News Briefs: Israel Weapons Bill Passes Committee, ‘Nazi Grandma’ a No-Show at Prison, and More


Former College Professor, Exponent Book Reviewer Sanford Pinsker Dies at 76

Longtime Franklin & Marshall College professor Sanford Pinsker — who wrote book reviews and cultural critiques for the Jewish Exponent in the 1990s — died April 29 in Fort Lauderdale, Fla. He was 76.

Pinsker was a professor at F&M for 37 years and chaired its English department for many years. During his career, he published more than a dozen books of literary criticism and poetry.

Pinker’s family said Saul Bellow named a character after him in one of his novels and a former student also named a character after him in the 2001-02 television series, The Education of Max Bickford.

Former Federation Housing Executive Director Ephraim Goldstein Dies at 93

Ephraim Goldstein, the former executive director of Federation Housing, died Feb. 28 in Florida at the age of 93.

Goldstein was chosen to head the then-new housing organization in 1970, according to a Jewish Exponent article. He previously was an administrative regional consultant of the National Jewish Welfare Board.

A 154-unit high-rise housing complex at 12003 Bustleton Ave. in Northeast Philadelphia is named in Goldstein’s honor.

‘Nazi Grandma’ at First a No-Show at Prison

Ursula Haverbeck was supposed to start a two-year prison term in Bielefeld, Germany on May 9 for Holocaust denial, but failed to appear, JTA reported.

Haverbeck, 89, who was nicknamed “Nazi Grandma,” has repeatedly been convicted for writing articles that deny the Holocaust and spur incitement to hate, but has appealed those decisions and hadn’t spent any time in jail.

But The Independent reported that Haverbeck later returned home and was taken to prison.

Dessert in a Shoe a Faux Pas During Israeli-Japanese Dinner

A dinner May 2 between Israeli Prime Minister Benjamin Netanyahu and Japanese Prime Minister Shinzo Abe got a little awkward when dessert arrived — chocolates served in a shoe by Israeli celebrity chef Moshe Segev, according to JTA.
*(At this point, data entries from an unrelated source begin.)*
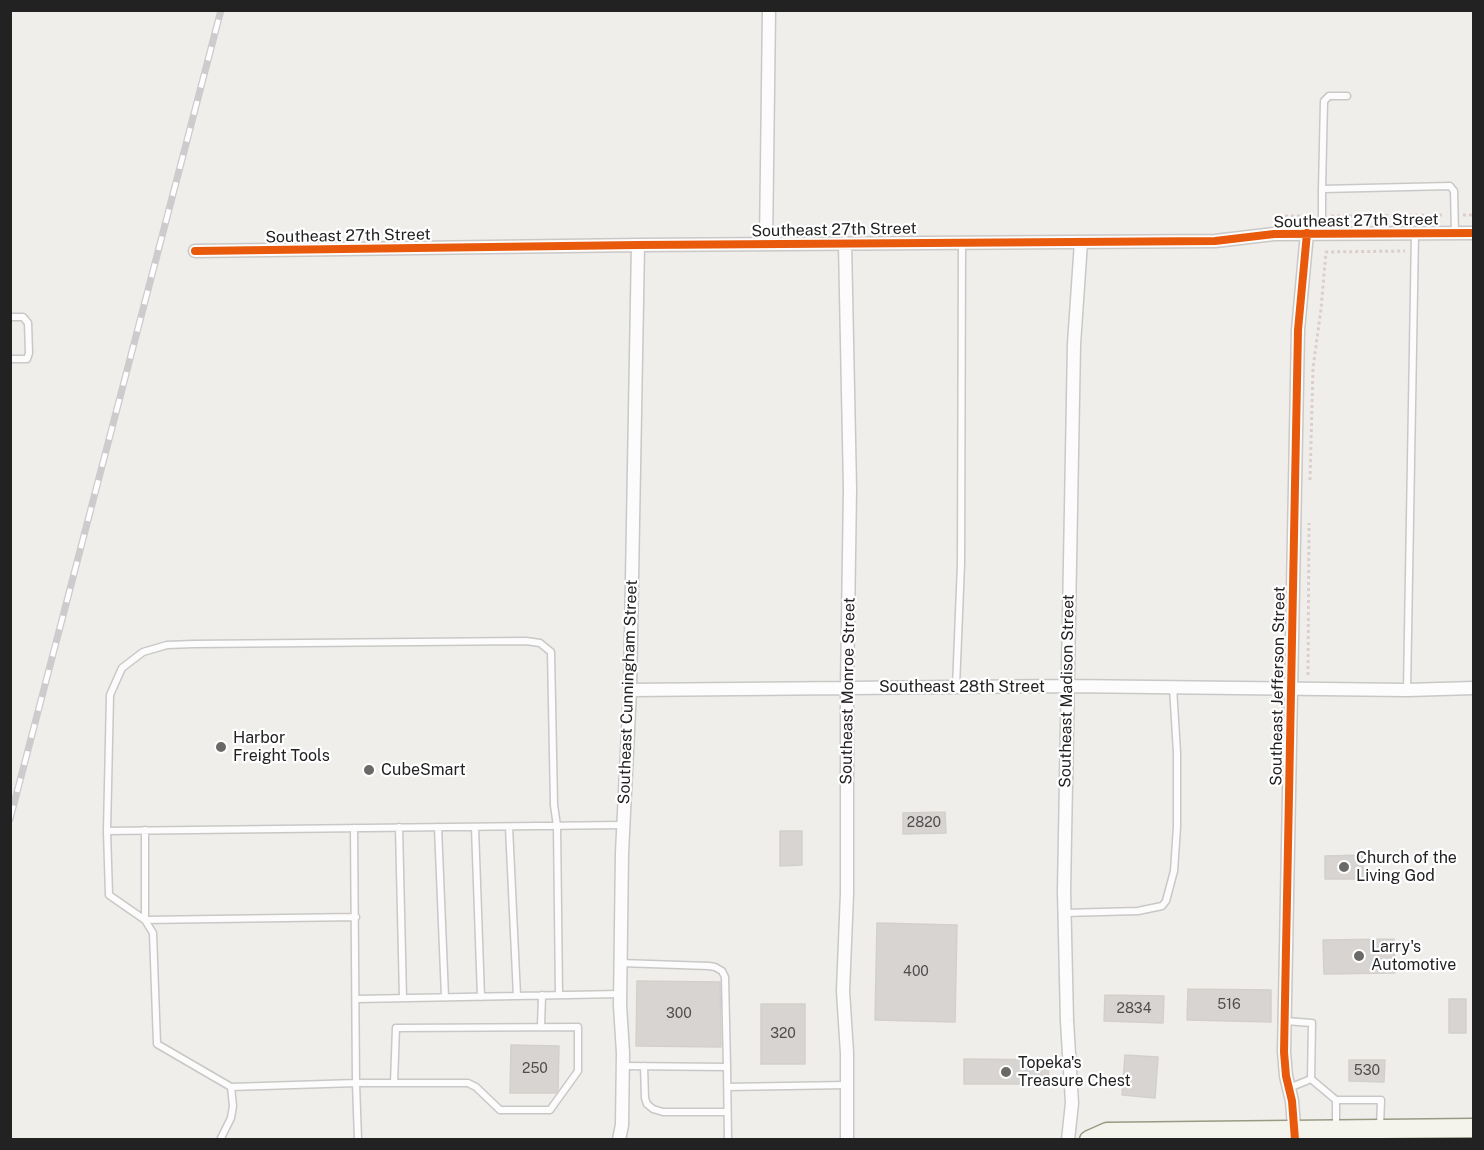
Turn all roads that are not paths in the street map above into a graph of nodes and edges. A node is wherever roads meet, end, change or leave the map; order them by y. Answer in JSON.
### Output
{"nodes":[{"id":1,"x":769,"y":10,"type":"edge"},
{"id":2,"x":1347,"y":96,"type":"dead end"},
{"id":3,"x":1322,"y":189,"type":"junction"},
{"id":4,"x":1307,"y":233,"type":"junction"},
{"id":5,"x":1322,"y":233,"type":"junction"},
{"id":6,"x":1415,"y":233,"type":"junction"},
{"id":7,"x":1455,"y":233,"type":"junction"},
{"id":8,"x":1473,"y":233,"type":"edge"},
{"id":9,"x":1081,"y":242,"type":"junction"},
{"id":10,"x":845,"y":243,"type":"junction"},
{"id":11,"x":962,"y":243,"type":"junction"},
{"id":12,"x":766,"y":244,"type":"junction"},
{"id":13,"x":638,"y":245,"type":"junction"},
{"id":14,"x":195,"y":251,"type":"dead end"},
{"id":15,"x":10,"y":317,"type":"edge"},
{"id":16,"x":10,"y":359,"type":"edge"},
{"id":17,"x":1068,"y":686,"type":"junction"},
{"id":18,"x":847,"y":687,"type":"junction"},
{"id":19,"x":956,"y":687,"type":"junction"},
{"id":20,"x":1173,"y":687,"type":"junction"},
{"id":21,"x":1473,"y":688,"type":"edge"},
{"id":22,"x":1291,"y":689,"type":"junction"},
{"id":23,"x":630,"y":690,"type":"junction"},
{"id":24,"x":1407,"y":690,"type":"junction"},
{"id":25,"x":623,"y":825,"type":"junction"},
{"id":26,"x":557,"y":826,"type":"junction"},
{"id":27,"x":399,"y":827,"type":"junction"},
{"id":28,"x":438,"y":827,"type":"junction"},
{"id":29,"x":475,"y":827,"type":"junction"},
{"id":30,"x":509,"y":827,"type":"junction"},
{"id":31,"x":354,"y":828,"type":"junction"},
{"id":32,"x":145,"y":830,"type":"junction"},
{"id":33,"x":107,"y":831,"type":"junction"},
{"id":34,"x":1064,"y":913,"type":"junction"},
{"id":35,"x":356,"y":917,"type":"junction"},
{"id":36,"x":146,"y":920,"type":"junction"},
{"id":37,"x":620,"y":963,"type":"junction"},
{"id":38,"x":620,"y":994,"type":"junction"},
{"id":39,"x":543,"y":995,"type":"junction"},
{"id":40,"x":558,"y":995,"type":"junction"},
{"id":41,"x":517,"y":996,"type":"junction"},
{"id":42,"x":445,"y":997,"type":"junction"},
{"id":43,"x":481,"y":997,"type":"junction"},
{"id":44,"x":403,"y":998,"type":"junction"},
{"id":45,"x":357,"y":999,"type":"junction"},
{"id":46,"x":1284,"y":1021,"type":"junction"},
{"id":47,"x":541,"y":1027,"type":"junction"},
{"id":48,"x":623,"y":1065,"type":"junction"},
{"id":49,"x":644,"y":1065,"type":"junction"},
{"id":50,"x":727,"y":1067,"type":"junction"},
{"id":51,"x":1311,"y":1079,"type":"junction"},
{"id":52,"x":356,"y":1083,"type":"junction"},
{"id":53,"x":394,"y":1083,"type":"junction"},
{"id":54,"x":847,"y":1085,"type":"junction"},
{"id":55,"x":231,"y":1087,"type":"junction"},
{"id":56,"x":727,"y":1087,"type":"junction"},
{"id":57,"x":1289,"y":1088,"type":"junction"},
{"id":58,"x":1336,"y":1100,"type":"junction"},
{"id":59,"x":728,"y":1112,"type":"junction"},
{"id":60,"x":1473,"y":1128,"type":"edge"},
{"id":61,"x":1336,"y":1129,"type":"junction"},
{"id":62,"x":1380,"y":1129,"type":"junction"},
{"id":63,"x":1295,"y":1135,"type":"edge"},
{"id":64,"x":220,"y":1140,"type":"edge"},
{"id":65,"x":358,"y":1140,"type":"edge"},
{"id":66,"x":619,"y":1140,"type":"edge"},
{"id":67,"x":728,"y":1140,"type":"edge"},
{"id":68,"x":847,"y":1140,"type":"edge"},
{"id":69,"x":1068,"y":1140,"type":"edge"},
{"id":70,"x":1089,"y":1140,"type":"edge"}],
"edges":[{"from":1,"to":12,"type":"street"},
{"from":2,"to":3,"type":"lane"},
{"from":3,"to":5,"type":"lane"},
{"from":3,"to":7,"type":"lane"},
{"from":4,"to":5,"type":"street","name":"Southeast 27th Street"},
{"from":4,"to":9,"type":"street","name":"Southeast 27th Street"},
{"from":4,"to":22,"type":"street","name":"Southeast Jefferson Street"},
{"from":5,"to":6,"type":"street","name":"Southeast 27th Street"},
{"from":6,"to":7,"type":"street","name":"Southeast 27th Street"},
{"from":6,"to":24,"type":"lane"},
{"from":7,"to":8,"type":"street","name":"Southeast 27th Street"},
{"from":9,"to":11,"type":"street","name":"Southeast 27th Street"},
{"from":9,"to":17,"type":"street","name":"Southeast Madison Street"},
{"from":10,"to":11,"type":"street","name":"Southeast 27th Street"},
{"from":10,"to":12,"type":"street","name":"Southeast 27th Street"},
{"from":10,"to":18,"type":"street","name":"Southeast Monroe Street"},
{"from":11,"to":19,"type":"lane"},
{"from":12,"to":13,"type":"street","name":"Southeast 27th Street"},
{"from":13,"to":14,"type":"street","name":"Southeast 27th Street"},
{"from":13,"to":23,"type":"street","name":"Southeast Cunningham Street"},
{"from":15,"to":16,"type":"lane"},
{"from":17,"to":19,"type":"street","name":"Southeast 28th Street"},
{"from":17,"to":20,"type":"street","name":"Southeast 28th Street"},
{"from":17,"to":34,"type":"street","name":"Southeast Madison Street"},
{"from":18,"to":19,"type":"street","name":"Southeast 28th Street"},
{"from":18,"to":23,"type":"street","name":"Southeast 28th Street"},
{"from":18,"to":54,"type":"street","name":"Southeast Monroe Street"},
{"from":20,"to":22,"type":"street","name":"Southeast 28th Street"},
{"from":20,"to":34,"type":"lane"},
{"from":21,"to":24,"type":"street","name":"Southeast 28th Street"},
{"from":22,"to":24,"type":"street","name":"Southeast 28th Street"},
{"from":22,"to":46,"type":"street","name":"Southeast Jefferson Street"},
{"from":23,"to":25,"type":"street","name":"Southeast Cunningham Street"},
{"from":25,"to":26,"type":"lane"},
{"from":25,"to":37,"type":"street","name":"Southeast Cunningham Street"},
{"from":26,"to":30,"type":"lane"},
{"from":26,"to":33,"type":"lane"},
{"from":26,"to":40,"type":"lane"},
{"from":27,"to":28,"type":"lane"},
{"from":27,"to":31,"type":"lane"},
{"from":27,"to":44,"type":"lane"},
{"from":28,"to":29,"type":"lane"},
{"from":28,"to":42,"type":"lane"},
{"from":29,"to":30,"type":"lane"},
{"from":29,"to":43,"type":"lane"},
{"from":30,"to":41,"type":"lane"},
{"from":31,"to":32,"type":"lane"},
{"from":31,"to":35,"type":"lane"},
{"from":32,"to":33,"type":"lane"},
{"from":32,"to":36,"type":"lane"},
{"from":33,"to":36,"type":"lane"},
{"from":34,"to":69,"type":"street","name":"Southeast Madison Street"},
{"from":35,"to":36,"type":"lane"},
{"from":35,"to":45,"type":"lane"},
{"from":36,"to":55,"type":"lane"},
{"from":37,"to":38,"type":"street","name":"Southeast Cunningham Street"},
{"from":37,"to":50,"type":"lane"},
{"from":38,"to":40,"type":"lane"},
{"from":38,"to":48,"type":"street","name":"Southeast Cunningham Street"},
{"from":39,"to":40,"type":"lane"},
{"from":39,"to":41,"type":"lane"},
{"from":39,"to":47,"type":"lane"},
{"from":41,"to":43,"type":"lane"},
{"from":42,"to":43,"type":"lane"},
{"from":42,"to":44,"type":"lane"},
{"from":44,"to":45,"type":"lane"},
{"from":45,"to":52,"type":"lane"},
{"from":46,"to":51,"type":"lane"},
{"from":46,"to":57,"type":"street","name":"Southeast Jefferson Street"},
{"from":47,"to":53,"type":"lane"},
{"from":47,"to":53,"type":"lane"},
{"from":48,"to":49,"type":"lane"},
{"from":48,"to":66,"type":"street","name":"Southeast Cunningham Street"},
{"from":49,"to":50,"type":"lane"},
{"from":49,"to":59,"type":"lane"},
{"from":50,"to":56,"type":"lane"},
{"from":51,"to":57,"type":"lane"},
{"from":51,"to":58,"type":"lane"},
{"from":52,"to":53,"type":"lane"},
{"from":52,"to":55,"type":"lane"},
{"from":52,"to":65,"type":"lane"},
{"from":54,"to":56,"type":"lane"},
{"from":54,"to":68,"type":"street","name":"Southeast Monroe Street"},
{"from":55,"to":64,"type":"lane"},
{"from":56,"to":59,"type":"lane"},
{"from":57,"to":63,"type":"street","name":"Southeast Jefferson Street"},
{"from":58,"to":61,"type":"lane"},
{"from":58,"to":62,"type":"lane"},
{"from":59,"to":67,"type":"lane"},
{"from":60,"to":62,"type":"main road"},
{"from":61,"to":62,"type":"main road"},
{"from":61,"to":63,"type":"main road"},
{"from":63,"to":70,"type":"main road"}]}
In Japan, etiquette dictates that shoes are kept outside of the home or office.

“What exactly did the illustrious chef Segev think to himself. We can’t understand what he was trying to say here,” an unidentified Japanese diplomat told the Hebrew-language paper Yediot Acharanot. “If it is humor, then we don’t think it is funny. I can tell you we were offended on behalf of our prime minister.”

Segev’s publicist said the shoes were “sculptures.”

House Committee Passes Bill to Allow Weaponry Transfer to Israel

The House Foreign Affairs Committee on May 10 passed legislation that would authorize the Department of Defense to add precision-guided munitions into the United States’ War Reserve Stockpile in Israel.

That would enable it to transfer the high-tech weaponry to Israel in the event of a conflict. The United States maintains a reserve stockpile in Israel, which was authorized by Congress in 1989.

The bill was introduced by U.S. Rep. Brendan F. Boyle (D-Pa.), as part of the bipartisan Israel Security Assistance Authorization Act. It now goes to the House floor for a vote on final passage.


  1. If Prime Minister Netanyahu had gone to Japan and been served dessert in the sculpture of a pig, he would not have seen the humor in it, either.